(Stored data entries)

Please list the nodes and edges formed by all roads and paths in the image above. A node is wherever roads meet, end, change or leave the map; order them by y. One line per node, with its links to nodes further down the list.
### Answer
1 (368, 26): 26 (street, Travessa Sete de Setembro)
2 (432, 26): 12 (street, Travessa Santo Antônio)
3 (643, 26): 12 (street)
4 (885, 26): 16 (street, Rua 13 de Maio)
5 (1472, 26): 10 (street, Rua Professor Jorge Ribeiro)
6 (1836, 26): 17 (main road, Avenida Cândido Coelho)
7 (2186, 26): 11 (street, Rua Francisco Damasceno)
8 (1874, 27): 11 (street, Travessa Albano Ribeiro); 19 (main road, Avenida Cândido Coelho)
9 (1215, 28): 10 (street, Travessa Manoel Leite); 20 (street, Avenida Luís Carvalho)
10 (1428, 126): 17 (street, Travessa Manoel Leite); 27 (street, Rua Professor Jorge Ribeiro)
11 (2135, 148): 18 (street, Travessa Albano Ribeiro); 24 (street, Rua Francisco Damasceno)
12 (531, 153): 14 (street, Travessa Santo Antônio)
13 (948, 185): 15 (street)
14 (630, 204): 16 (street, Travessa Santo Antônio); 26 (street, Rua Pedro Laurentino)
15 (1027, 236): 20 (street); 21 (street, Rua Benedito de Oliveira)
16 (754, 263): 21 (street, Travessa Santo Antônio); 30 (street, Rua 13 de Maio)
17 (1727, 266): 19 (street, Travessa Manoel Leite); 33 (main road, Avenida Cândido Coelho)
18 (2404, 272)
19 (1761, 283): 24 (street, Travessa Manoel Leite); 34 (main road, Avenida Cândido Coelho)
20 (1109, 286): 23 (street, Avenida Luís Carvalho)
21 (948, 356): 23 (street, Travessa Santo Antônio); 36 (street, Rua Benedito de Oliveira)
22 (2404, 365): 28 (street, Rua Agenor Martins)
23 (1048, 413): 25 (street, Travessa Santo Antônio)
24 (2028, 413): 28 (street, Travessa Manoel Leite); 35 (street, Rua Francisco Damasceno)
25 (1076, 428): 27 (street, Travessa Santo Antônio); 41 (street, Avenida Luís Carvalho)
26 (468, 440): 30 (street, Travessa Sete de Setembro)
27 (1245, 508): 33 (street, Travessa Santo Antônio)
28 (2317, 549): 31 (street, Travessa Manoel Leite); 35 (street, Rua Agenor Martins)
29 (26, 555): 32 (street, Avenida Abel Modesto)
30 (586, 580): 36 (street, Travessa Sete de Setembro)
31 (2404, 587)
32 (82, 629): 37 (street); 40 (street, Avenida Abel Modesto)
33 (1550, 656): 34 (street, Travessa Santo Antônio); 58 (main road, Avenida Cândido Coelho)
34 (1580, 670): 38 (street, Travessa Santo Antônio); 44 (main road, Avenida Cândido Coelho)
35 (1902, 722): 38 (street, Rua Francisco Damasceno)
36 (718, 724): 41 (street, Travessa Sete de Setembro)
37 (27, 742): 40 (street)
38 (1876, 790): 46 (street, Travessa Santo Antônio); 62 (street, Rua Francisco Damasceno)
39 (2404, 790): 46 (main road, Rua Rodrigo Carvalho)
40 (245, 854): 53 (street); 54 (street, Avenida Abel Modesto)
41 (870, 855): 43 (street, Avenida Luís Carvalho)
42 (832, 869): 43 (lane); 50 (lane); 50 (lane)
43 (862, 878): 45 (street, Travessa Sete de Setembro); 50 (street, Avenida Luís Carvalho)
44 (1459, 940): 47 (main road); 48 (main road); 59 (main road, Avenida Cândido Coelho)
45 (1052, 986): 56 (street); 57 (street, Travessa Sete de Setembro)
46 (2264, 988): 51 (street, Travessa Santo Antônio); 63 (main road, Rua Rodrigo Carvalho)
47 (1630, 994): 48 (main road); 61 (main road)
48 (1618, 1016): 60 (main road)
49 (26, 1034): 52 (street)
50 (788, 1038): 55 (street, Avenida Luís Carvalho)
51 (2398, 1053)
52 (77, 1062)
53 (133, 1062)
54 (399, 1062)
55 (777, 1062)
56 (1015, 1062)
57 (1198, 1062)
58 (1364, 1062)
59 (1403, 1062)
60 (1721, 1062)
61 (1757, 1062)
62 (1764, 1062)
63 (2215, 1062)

Exercise prompt —
All of the entries above should be output exactly as they are.

Result below —
Please list the nodes and edges formed by all roads and paths in the image above. A node is wherever roads meet, end, change or leave the map; order them by y. One line per node, with its links to nodes further down the list.
### Answer
1 (368, 26): 26 (street, Travessa Sete de Setembro)
2 (432, 26): 12 (street, Travessa Santo Antônio)
3 (643, 26): 12 (street)
4 (885, 26): 16 (street, Rua 13 de Maio)
5 (1472, 26): 10 (street, Rua Professor Jorge Ribeiro)
6 (1836, 26): 17 (main road, Avenida Cândido Coelho)
7 (2186, 26): 11 (street, Rua Francisco Damasceno)
8 (1874, 27): 11 (street, Travessa Albano Ribeiro); 19 (main road, Avenida Cândido Coelho)
9 (1215, 28): 10 (street, Travessa Manoel Leite); 20 (street, Avenida Luís Carvalho)
10 (1428, 126): 17 (street, Travessa Manoel Leite); 27 (street, Rua Professor Jorge Ribeiro)
11 (2135, 148): 18 (street, Travessa Albano Ribeiro); 24 (street, Rua Francisco Damasceno)
12 (531, 153): 14 (street, Travessa Santo Antônio)
13 (948, 185): 15 (street)
14 (630, 204): 16 (street, Travessa Santo Antônio); 26 (street, Rua Pedro Laurentino)
15 (1027, 236): 20 (street); 21 (street, Rua Benedito de Oliveira)
16 (754, 263): 21 (street, Travessa Santo Antônio); 30 (street, Rua 13 de Maio)
17 (1727, 266): 19 (street, Travessa Manoel Leite); 33 (main road, Avenida Cândido Coelho)
18 (2404, 272)
19 (1761, 283): 24 (street, Travessa Manoel Leite); 34 (main road, Avenida Cândido Coelho)
20 (1109, 286): 23 (street, Avenida Luís Carvalho)
21 (948, 356): 23 (street, Travessa Santo Antônio); 36 (street, Rua Benedito de Oliveira)
22 (2404, 365): 28 (street, Rua Agenor Martins)
23 (1048, 413): 25 (street, Travessa Santo Antônio)
24 (2028, 413): 28 (street, Travessa Manoel Leite); 35 (street, Rua Francisco Damasceno)
25 (1076, 428): 27 (street, Travessa Santo Antônio); 41 (street, Avenida Luís Carvalho)
26 (468, 440): 30 (street, Travessa Sete de Setembro)
27 (1245, 508): 33 (street, Travessa Santo Antônio)
28 (2317, 549): 31 (street, Travessa Manoel Leite); 35 (street, Rua Agenor Martins)
29 (26, 555): 32 (street, Avenida Abel Modesto)
30 (586, 580): 36 (street, Travessa Sete de Setembro)
31 (2404, 587)
32 (82, 629): 37 (street); 40 (street, Avenida Abel Modesto)
33 (1550, 656): 34 (street, Travessa Santo Antônio); 58 (main road, Avenida Cândido Coelho)
34 (1580, 670): 38 (street, Travessa Santo Antônio); 44 (main road, Avenida Cândido Coelho)
35 (1902, 722): 38 (street, Rua Francisco Damasceno)
36 (718, 724): 41 (street, Travessa Sete de Setembro)
37 (27, 742): 40 (street)
38 (1876, 790): 46 (street, Travessa Santo Antônio); 62 (street, Rua Francisco Damasceno)
39 (2404, 790): 46 (main road, Rua Rodrigo Carvalho)
40 (245, 854): 53 (street); 54 (street, Avenida Abel Modesto)
41 (870, 855): 43 (street, Avenida Luís Carvalho)
42 (832, 869): 43 (lane); 50 (lane); 50 (lane)
43 (862, 878): 45 (street, Travessa Sete de Setembro); 50 (street, Avenida Luís Carvalho)
44 (1459, 940): 47 (main road); 48 (main road); 59 (main road, Avenida Cândido Coelho)
45 (1052, 986): 56 (street); 57 (street, Travessa Sete de Setembro)
46 (2264, 988): 51 (street, Travessa Santo Antônio); 63 (main road, Rua Rodrigo Carvalho)
47 (1630, 994): 48 (main road); 61 (main road)
48 (1618, 1016): 60 (main road)
49 (26, 1034): 52 (street)
50 (788, 1038): 55 (street, Avenida Luís Carvalho)
51 (2398, 1053)
52 (77, 1062)
53 (133, 1062)
54 (399, 1062)
55 (777, 1062)
56 (1015, 1062)
57 (1198, 1062)
58 (1364, 1062)
59 (1403, 1062)
60 (1721, 1062)
61 (1757, 1062)
62 (1764, 1062)
63 (2215, 1062)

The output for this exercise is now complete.